## PROBLEM
Would you transcribe the data word for word?

## DATA EXTRACTS
-- -- --

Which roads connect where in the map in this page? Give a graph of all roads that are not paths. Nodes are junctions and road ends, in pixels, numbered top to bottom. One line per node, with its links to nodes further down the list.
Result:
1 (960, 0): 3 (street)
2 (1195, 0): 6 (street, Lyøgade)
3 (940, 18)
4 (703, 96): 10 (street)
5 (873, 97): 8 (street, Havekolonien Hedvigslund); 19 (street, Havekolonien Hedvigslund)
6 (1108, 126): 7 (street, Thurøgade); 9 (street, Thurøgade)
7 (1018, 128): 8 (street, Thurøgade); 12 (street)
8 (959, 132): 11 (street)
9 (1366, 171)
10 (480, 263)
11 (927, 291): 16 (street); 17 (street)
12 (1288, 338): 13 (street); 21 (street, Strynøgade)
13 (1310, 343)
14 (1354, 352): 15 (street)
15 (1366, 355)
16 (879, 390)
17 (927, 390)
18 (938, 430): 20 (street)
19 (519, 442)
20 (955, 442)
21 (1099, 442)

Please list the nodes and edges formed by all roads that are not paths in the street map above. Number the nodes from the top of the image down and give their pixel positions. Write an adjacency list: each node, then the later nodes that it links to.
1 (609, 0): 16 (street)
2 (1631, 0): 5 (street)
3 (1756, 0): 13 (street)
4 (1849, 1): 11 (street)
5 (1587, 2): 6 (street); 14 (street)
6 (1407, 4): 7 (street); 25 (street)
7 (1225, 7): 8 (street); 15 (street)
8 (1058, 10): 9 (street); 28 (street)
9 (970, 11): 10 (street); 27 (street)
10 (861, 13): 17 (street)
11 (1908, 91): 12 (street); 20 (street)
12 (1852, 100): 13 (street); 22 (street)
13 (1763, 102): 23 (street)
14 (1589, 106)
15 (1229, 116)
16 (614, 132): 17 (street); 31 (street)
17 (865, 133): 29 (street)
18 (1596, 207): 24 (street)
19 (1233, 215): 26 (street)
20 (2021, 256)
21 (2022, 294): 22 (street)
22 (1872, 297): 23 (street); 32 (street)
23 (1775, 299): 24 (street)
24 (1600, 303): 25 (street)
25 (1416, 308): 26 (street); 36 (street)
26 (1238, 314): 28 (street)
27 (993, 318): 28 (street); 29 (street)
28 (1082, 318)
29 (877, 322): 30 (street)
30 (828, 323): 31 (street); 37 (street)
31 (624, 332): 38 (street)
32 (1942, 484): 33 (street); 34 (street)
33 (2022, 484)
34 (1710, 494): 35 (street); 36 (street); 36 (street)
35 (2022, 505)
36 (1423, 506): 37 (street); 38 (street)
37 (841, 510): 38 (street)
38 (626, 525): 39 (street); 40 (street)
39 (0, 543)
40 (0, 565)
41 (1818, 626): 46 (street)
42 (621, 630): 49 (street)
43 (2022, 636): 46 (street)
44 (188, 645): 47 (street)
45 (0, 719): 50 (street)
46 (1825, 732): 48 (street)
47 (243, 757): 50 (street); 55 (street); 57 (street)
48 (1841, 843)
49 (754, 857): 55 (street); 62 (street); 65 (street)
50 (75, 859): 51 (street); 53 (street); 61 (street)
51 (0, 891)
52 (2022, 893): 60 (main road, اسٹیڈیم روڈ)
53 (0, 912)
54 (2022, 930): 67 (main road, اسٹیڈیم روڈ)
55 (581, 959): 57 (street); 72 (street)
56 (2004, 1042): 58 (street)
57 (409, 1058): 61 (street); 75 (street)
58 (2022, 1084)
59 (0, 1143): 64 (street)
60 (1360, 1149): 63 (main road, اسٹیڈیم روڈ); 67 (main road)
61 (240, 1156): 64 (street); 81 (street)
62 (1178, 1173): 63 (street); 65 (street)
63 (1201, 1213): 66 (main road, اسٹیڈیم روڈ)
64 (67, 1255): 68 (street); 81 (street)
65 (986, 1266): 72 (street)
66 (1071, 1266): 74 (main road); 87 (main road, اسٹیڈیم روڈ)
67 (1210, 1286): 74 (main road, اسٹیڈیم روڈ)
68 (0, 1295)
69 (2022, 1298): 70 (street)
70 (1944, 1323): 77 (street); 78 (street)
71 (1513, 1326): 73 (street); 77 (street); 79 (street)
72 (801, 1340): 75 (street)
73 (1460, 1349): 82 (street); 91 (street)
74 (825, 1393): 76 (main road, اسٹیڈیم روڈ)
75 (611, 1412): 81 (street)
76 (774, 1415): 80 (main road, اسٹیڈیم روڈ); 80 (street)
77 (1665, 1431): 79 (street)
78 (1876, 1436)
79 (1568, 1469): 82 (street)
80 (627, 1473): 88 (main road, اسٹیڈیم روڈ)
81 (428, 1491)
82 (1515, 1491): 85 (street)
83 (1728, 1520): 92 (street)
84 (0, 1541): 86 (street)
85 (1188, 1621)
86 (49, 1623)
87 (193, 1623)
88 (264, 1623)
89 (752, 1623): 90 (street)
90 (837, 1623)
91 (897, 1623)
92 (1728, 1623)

-- -- --

## ANSWER BELOW
Which roads connect where in the map in this page? Give a graph of all roads that are not paths. Nodes are junctions and road ends, in pixels, numbered top to bottom. One line per node, with its links to nodes further down the list.
Result:
1 (960, 0): 3 (street)
2 (1195, 0): 6 (street, Lyøgade)
3 (940, 18)
4 (703, 96): 10 (street)
5 (873, 97): 8 (street, Havekolonien Hedvigslund); 19 (street, Havekolonien Hedvigslund)
6 (1108, 126): 7 (street, Thurøgade); 9 (street, Thurøgade)
7 (1018, 128): 8 (street, Thurøgade); 12 (street)
8 (959, 132): 11 (street)
9 (1366, 171)
10 (480, 263)
11 (927, 291): 16 (street); 17 (street)
12 (1288, 338): 13 (street); 21 (street, Strynøgade)
13 (1310, 343)
14 (1354, 352): 15 (street)
15 (1366, 355)
16 (879, 390)
17 (927, 390)
18 (938, 430): 20 (street)
19 (519, 442)
20 (955, 442)
21 (1099, 442)

Please list the nodes and edges formed by all roads that are not paths in the street map above. Number the nodes from the top of the image down and give their pixel positions. Write an adjacency list: each node, then the later nodes that it links to.
1 (609, 0): 16 (street)
2 (1631, 0): 5 (street)
3 (1756, 0): 13 (street)
4 (1849, 1): 11 (street)
5 (1587, 2): 6 (street); 14 (street)
6 (1407, 4): 7 (street); 25 (street)
7 (1225, 7): 8 (street); 15 (street)
8 (1058, 10): 9 (street); 28 (street)
9 (970, 11): 10 (street); 27 (street)
10 (861, 13): 17 (street)
11 (1908, 91): 12 (street); 20 (street)
12 (1852, 100): 13 (street); 22 (street)
13 (1763, 102): 23 (street)
14 (1589, 106)
15 (1229, 116)
16 (614, 132): 17 (street); 31 (street)
17 (865, 133): 29 (street)
18 (1596, 207): 24 (street)
19 (1233, 215): 26 (street)
20 (2021, 256)
21 (2022, 294): 22 (street)
22 (1872, 297): 23 (street); 32 (street)
23 (1775, 299): 24 (street)
24 (1600, 303): 25 (street)
25 (1416, 308): 26 (street); 36 (street)
26 (1238, 314): 28 (street)
27 (993, 318): 28 (street); 29 (street)
28 (1082, 318)
29 (877, 322): 30 (street)
30 (828, 323): 31 (street); 37 (street)
31 (624, 332): 38 (street)
32 (1942, 484): 33 (street); 34 (street)
33 (2022, 484)
34 (1710, 494): 35 (street); 36 (street); 36 (street)
35 (2022, 505)
36 (1423, 506): 37 (street); 38 (street)
37 (841, 510): 38 (street)
38 (626, 525): 39 (street); 40 (street)
39 (0, 543)
40 (0, 565)
41 (1818, 626): 46 (street)
42 (621, 630): 49 (street)
43 (2022, 636): 46 (street)
44 (188, 645): 47 (street)
45 (0, 719): 50 (street)
46 (1825, 732): 48 (street)
47 (243, 757): 50 (street); 55 (street); 57 (street)
48 (1841, 843)
49 (754, 857): 55 (street); 62 (street); 65 (street)
50 (75, 859): 51 (street); 53 (street); 61 (street)
51 (0, 891)
52 (2022, 893): 60 (main road, اسٹیڈیم روڈ)
53 (0, 912)
54 (2022, 930): 67 (main road, اسٹیڈیم روڈ)
55 (581, 959): 57 (street); 72 (street)
56 (2004, 1042): 58 (street)
57 (409, 1058): 61 (street); 75 (street)
58 (2022, 1084)
59 (0, 1143): 64 (street)
60 (1360, 1149): 63 (main road, اسٹیڈیم روڈ); 67 (main road)
61 (240, 1156): 64 (street); 81 (street)
62 (1178, 1173): 63 (street); 65 (street)
63 (1201, 1213): 66 (main road, اسٹیڈیم روڈ)
64 (67, 1255): 68 (street); 81 (street)
65 (986, 1266): 72 (street)
66 (1071, 1266): 74 (main road); 87 (main road, اسٹیڈیم روڈ)
67 (1210, 1286): 74 (main road, اسٹیڈیم روڈ)
68 (0, 1295)
69 (2022, 1298): 70 (street)
70 (1944, 1323): 77 (street); 78 (street)
71 (1513, 1326): 73 (street); 77 (street); 79 (street)
72 (801, 1340): 75 (street)
73 (1460, 1349): 82 (street); 91 (street)
74 (825, 1393): 76 (main road, اسٹیڈیم روڈ)
75 (611, 1412): 81 (street)
76 (774, 1415): 80 (main road, اسٹیڈیم روڈ); 80 (street)
77 (1665, 1431): 79 (street)
78 (1876, 1436)
79 (1568, 1469): 82 (street)
80 (627, 1473): 88 (main road, اسٹیڈیم روڈ)
81 (428, 1491)
82 (1515, 1491): 85 (street)
83 (1728, 1520): 92 (street)
84 (0, 1541): 86 (street)
85 (1188, 1621)
86 (49, 1623)
87 (193, 1623)
88 (264, 1623)
89 (752, 1623): 90 (street)
90 (837, 1623)
91 (897, 1623)
92 (1728, 1623)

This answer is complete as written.